What the exercise asks> Restate each entry shown beneath this instruction, keeping its wording intact.

Records from a collection>
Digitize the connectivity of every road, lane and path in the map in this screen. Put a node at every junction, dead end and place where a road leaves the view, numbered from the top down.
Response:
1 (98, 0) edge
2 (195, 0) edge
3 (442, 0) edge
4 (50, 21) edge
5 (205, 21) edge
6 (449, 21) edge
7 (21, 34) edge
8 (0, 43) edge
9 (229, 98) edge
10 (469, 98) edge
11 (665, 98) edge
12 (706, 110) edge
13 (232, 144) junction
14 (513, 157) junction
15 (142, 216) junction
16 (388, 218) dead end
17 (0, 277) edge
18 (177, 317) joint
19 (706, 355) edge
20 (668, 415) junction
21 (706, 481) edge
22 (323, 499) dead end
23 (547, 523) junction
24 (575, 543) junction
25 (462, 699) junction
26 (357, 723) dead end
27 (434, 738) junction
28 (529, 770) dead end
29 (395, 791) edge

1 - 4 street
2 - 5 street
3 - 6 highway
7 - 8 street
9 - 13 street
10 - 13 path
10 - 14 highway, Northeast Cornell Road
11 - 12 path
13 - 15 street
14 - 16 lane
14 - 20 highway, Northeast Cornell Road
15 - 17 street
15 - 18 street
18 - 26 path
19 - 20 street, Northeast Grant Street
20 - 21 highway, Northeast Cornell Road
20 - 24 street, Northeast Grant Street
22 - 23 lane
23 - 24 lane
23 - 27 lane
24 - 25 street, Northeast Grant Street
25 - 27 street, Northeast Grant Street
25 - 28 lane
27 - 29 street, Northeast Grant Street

Response box>
Digitize the connectivity of every road, lane and path in the map in this screen. Put a node at every junction, dead end and place where a road leaves the view, numbered from the top down.
Response:
1 (98, 0) edge
2 (195, 0) edge
3 (442, 0) edge
4 (50, 21) edge
5 (205, 21) edge
6 (449, 21) edge
7 (21, 34) edge
8 (0, 43) edge
9 (229, 98) edge
10 (469, 98) edge
11 (665, 98) edge
12 (706, 110) edge
13 (232, 144) junction
14 (513, 157) junction
15 (142, 216) junction
16 (388, 218) dead end
17 (0, 277) edge
18 (177, 317) joint
19 (706, 355) edge
20 (668, 415) junction
21 (706, 481) edge
22 (323, 499) dead end
23 (547, 523) junction
24 (575, 543) junction
25 (462, 699) junction
26 (357, 723) dead end
27 (434, 738) junction
28 (529, 770) dead end
29 (395, 791) edge

1 - 4 street
2 - 5 street
3 - 6 highway
7 - 8 street
9 - 13 street
10 - 13 path
10 - 14 highway, Northeast Cornell Road
11 - 12 path
13 - 15 street
14 - 16 lane
14 - 20 highway, Northeast Cornell Road
15 - 17 street
15 - 18 street
18 - 26 path
19 - 20 street, Northeast Grant Street
20 - 21 highway, Northeast Cornell Road
20 - 24 street, Northeast Grant Street
22 - 23 lane
23 - 24 lane
23 - 27 lane
24 - 25 street, Northeast Grant Street
25 - 27 street, Northeast Grant Street
25 - 28 lane
27 - 29 street, Northeast Grant Street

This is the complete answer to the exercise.